The Washington Post identified her as one of the key members of "Hillaryland", Hillary Clinton's closest advisors beginning with her First Lady days. Grunwald's position as a White House advisor reportedly faded after 1995, when she and others were supplanted by Dick Morris, according to The New York Times. However, in addition to acting as an important intermediary between the then Senator Daniel Patrick Moynihan and Hillary Clinton for the 2000 New York senatorial election, Grunwald was appointed the head of campaign media relations for the Hillary Clinton 2008 presidential campaign. For her role in Clinton's successful 2006 senate run, Grunwald received more than $930,000.

In 2008, Grunwald worked to elect Jeanne Shaheen and Al Franken to the Senate, the latter of whom ultimately won his race by 312 votes.

In 2010, Grunwald worked for David Cicilline's campaign for U.S. representative of Rhode Island's 1st congressional district, who at the time was the first openly gay mayor of a U.S. state capital. Additionally, Grunwald worked for Richard Blumenthal's successful Senate campaign.
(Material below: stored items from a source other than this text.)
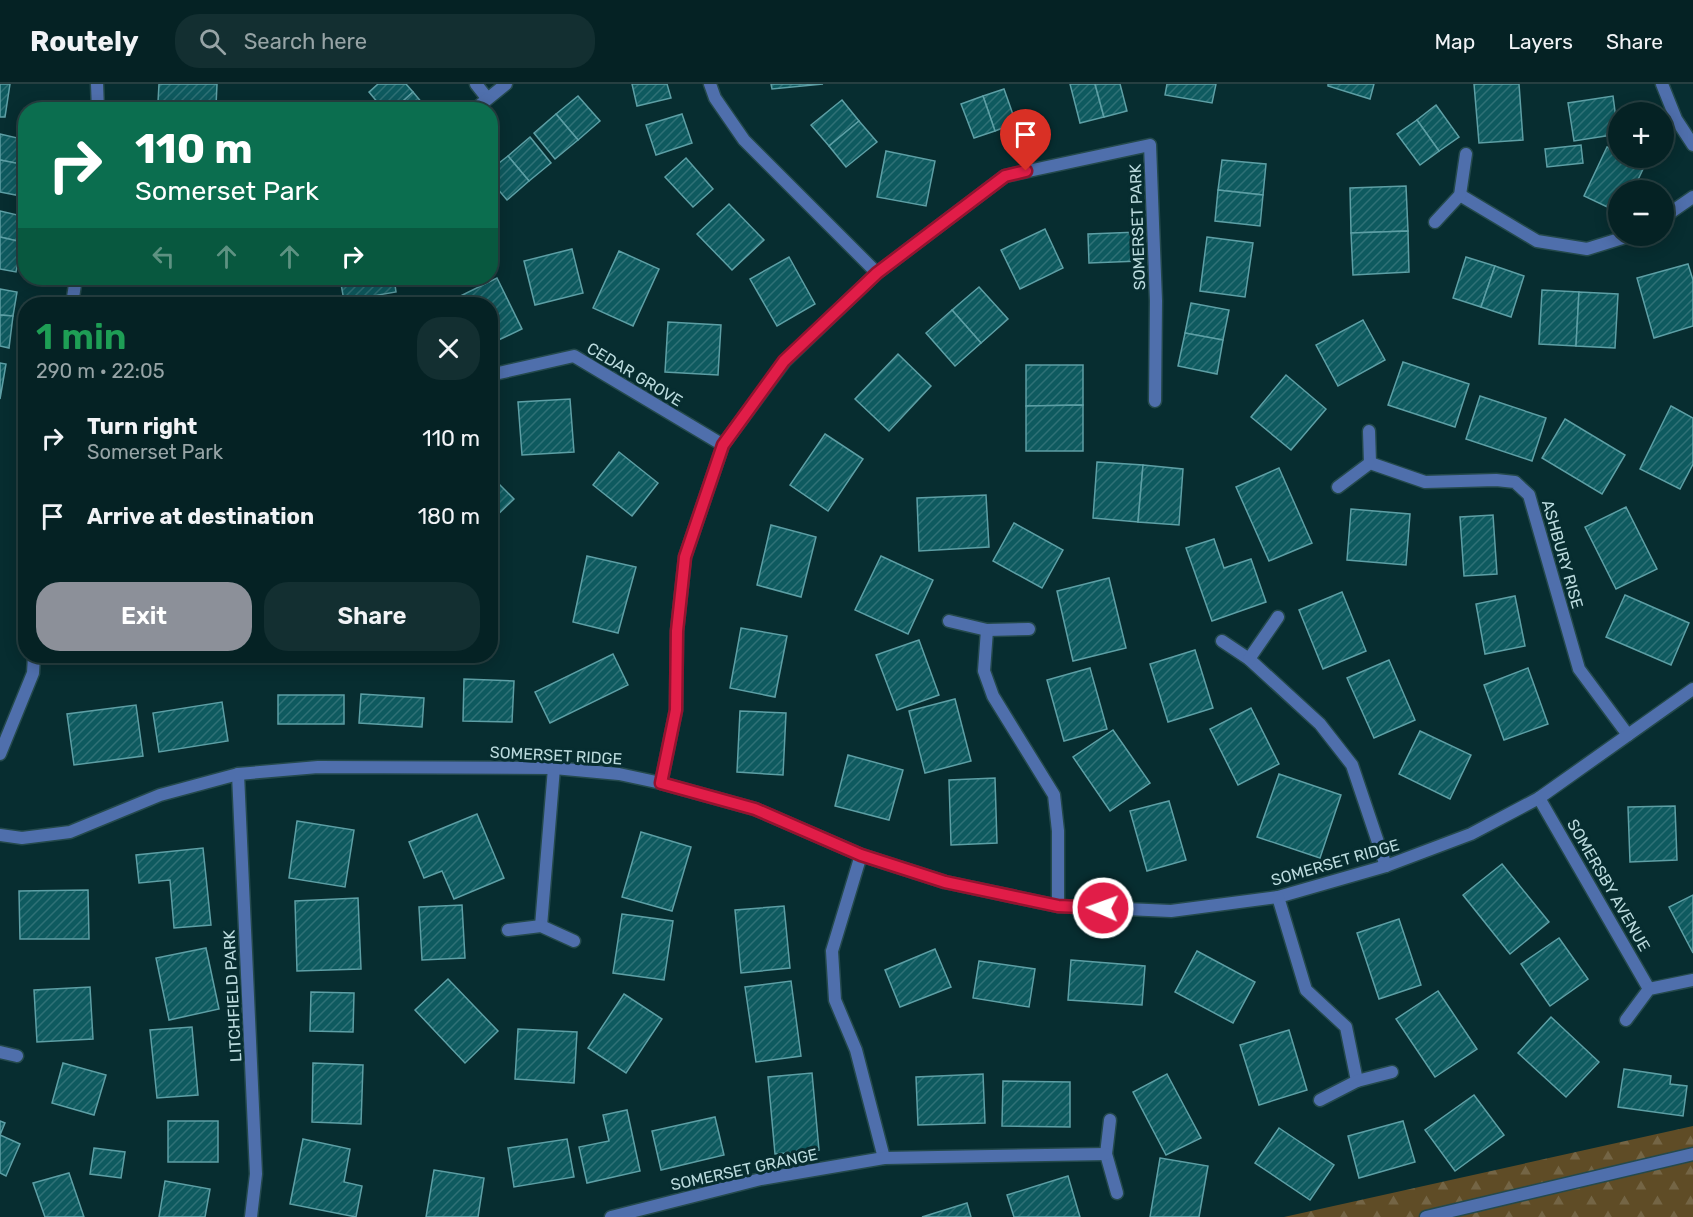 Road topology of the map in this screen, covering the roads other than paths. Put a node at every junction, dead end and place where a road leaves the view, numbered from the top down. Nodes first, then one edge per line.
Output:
1 (97, 84) edge
2 (476, 84) edge
3 (506, 84) edge
4 (710, 84) edge
5 (1662, 84) edge
6 (487, 98) junction
7 (98, 102) edge
8 (483, 102) edge
9 (1693, 145) edge
10 (1467, 154) dead end
11 (1460, 195) junction
12 (1693, 197) edge
13 (1674, 210) edge
14 (1435, 222) dead end
15 (1608, 242) edge
16 (877, 273) junction
17 (498, 373) edge
18 (1155, 401) dead end
19 (1369, 431) dead end
20 (723, 445) junction
21 (1370, 463) junction
22 (1338, 487) dead end
23 (1278, 617) dead end
24 (949, 621) dead end
25 (1029, 629) dead end
26 (987, 630) junction
27 (1222, 641) dead end
28 (1249, 659) junction
29 (34, 663) edge
30 (1693, 689) edge
31 (1628, 735) junction
32 (0, 754) edge
33 (554, 768) junction
34 (238, 774) junction
35 (661, 783) junction
36 (1539, 798) junction
37 (0, 835) edge
38 (861, 855) junction
39 (1386, 867) junction
40 (1278, 897) junction
41 (1058, 906) junction
42 (541, 926) junction
43 (508, 930) dead end
44 (574, 941) dead end
45 (1693, 980) edge
46 (1649, 989) junction
47 (1626, 1020) dead end
48 (0, 1052) edge
49 (16, 1056) dead end
50 (1392, 1072) dead end
51 (1357, 1081) junction
52 (1320, 1100) dead end
53 (1110, 1120) dead end
54 (1106, 1154) junction
55 (1693, 1154) edge
56 (884, 1158) junction
57 (1117, 1192) dead end
58 (251, 1217) edge
59 (611, 1217) edge
60 (1426, 1217) edge

1 - 7 street
2 - 6 street
3 - 6 street
4 - 16 street
5 - 9 street
6 - 8 street
10 - 11 street
11 - 14 street
11 - 15 street
12 - 13 street
16 - 18 street, SOMERSET PARK
16 - 20 street, SOMERSET PARK
17 - 20 street, CEDAR GROVE
19 - 21 street
20 - 35 street, SOMERSET PARK
21 - 22 street
21 - 31 street, ASHBURY RISE
23 - 28 street
24 - 26 street
25 - 26 street
26 - 41 street
27 - 28 street
28 - 39 street
29 - 32 street
30 - 31 street, SOMERSET RIDGE
31 - 36 street, SOMERSET RIDGE
33 - 34 street, SOMERSET RIDGE
33 - 35 street, SOMERSET RIDGE
33 - 42 street
34 - 37 street, SOMERSET RIDGE
34 - 58 street, LITCHFIELD PARK
35 - 38 street, SOMERSET RIDGE
36 - 39 street, SOMERSET RIDGE
36 - 46 street, SOMERSBY AVENUE
38 - 41 street, SOMERSET RIDGE
38 - 56 street
39 - 40 street, SOMERSET RIDGE
40 - 41 street, SOMERSET RIDGE
40 - 51 street
42 - 43 street
42 - 44 street
45 - 46 street
46 - 47 street
48 - 49 street
50 - 51 street
51 - 52 street
53 - 54 street
54 - 56 street, SOMERSET GRANGE
54 - 57 street
55 - 60 street
56 - 59 street, SOMERSET GRANGE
In the 2012 election, Grunwald worked on the successful election campaigns for Senator Elizabeth Warren and Senator Tammy Baldwin, two of the toughest Senate races in the country. Baldwin defeated Tommy Thompson, a four-time governor of Wisconsin, who was favored in the Senate race and Warren defeated Scott Brown, who was the only incumbent senator to lose his seat in the November 2012 election.

In 2016, Grunwald joined Hillary Clinton’s 2016 presidential campaign as a senior communications advisor.

In 2018, Grunwald again worked for Senator Elizabeth Warren and Senator Tammy Baldwin, as well as Senator Amy Klobuchar. She also worked for Molly Kelly’s gubernatorial campaign in New Hampshire and Kevin Lembo’s comptroller campaign in Connecticut.

In 2020, Grunwald helped Senator John Hickenlooper defeat Cory Gardner and worked for Senator Jeanne Shaheen, who was re-elected by her widest margin ever.

The New York Times has described Grunwald as "smart, tough, gruff, intensely loyal to her candidates, with an air of superiority and great certainty." The Times also wrote, "As her sister, Lisa, a novelist, wrote in Glamour magazine four years ago: 'She was older. Braver. Taller. Meaner. Stronger.'" Grunwald is believed to have been the inspiration for the character "Daisy Green" in the roman à clef of the 1992 presidential campaign, Primary Colors, published by "Anonymous" in 1996. Moreover, before Joe Klein was revealed to be the creator, Mandy Grunwald and her novelist sister Lisa Grunwald were among the authorial suspects. In the 1998 film Primary Colors, the character based on her was portrayed by Maura Tierney. She is also partially the inspiration for The West Wing character Mandy Hampton.

During the COVID-19 pandemic in the United States the CDC Director Rochelle Walensky turned to Mandy Grunwald for advice after communication missteps.

==Personal life==
In 1997, Grunwald married journalist Matthew Cooper. They separated in late 2007. They have a son, born in 1998.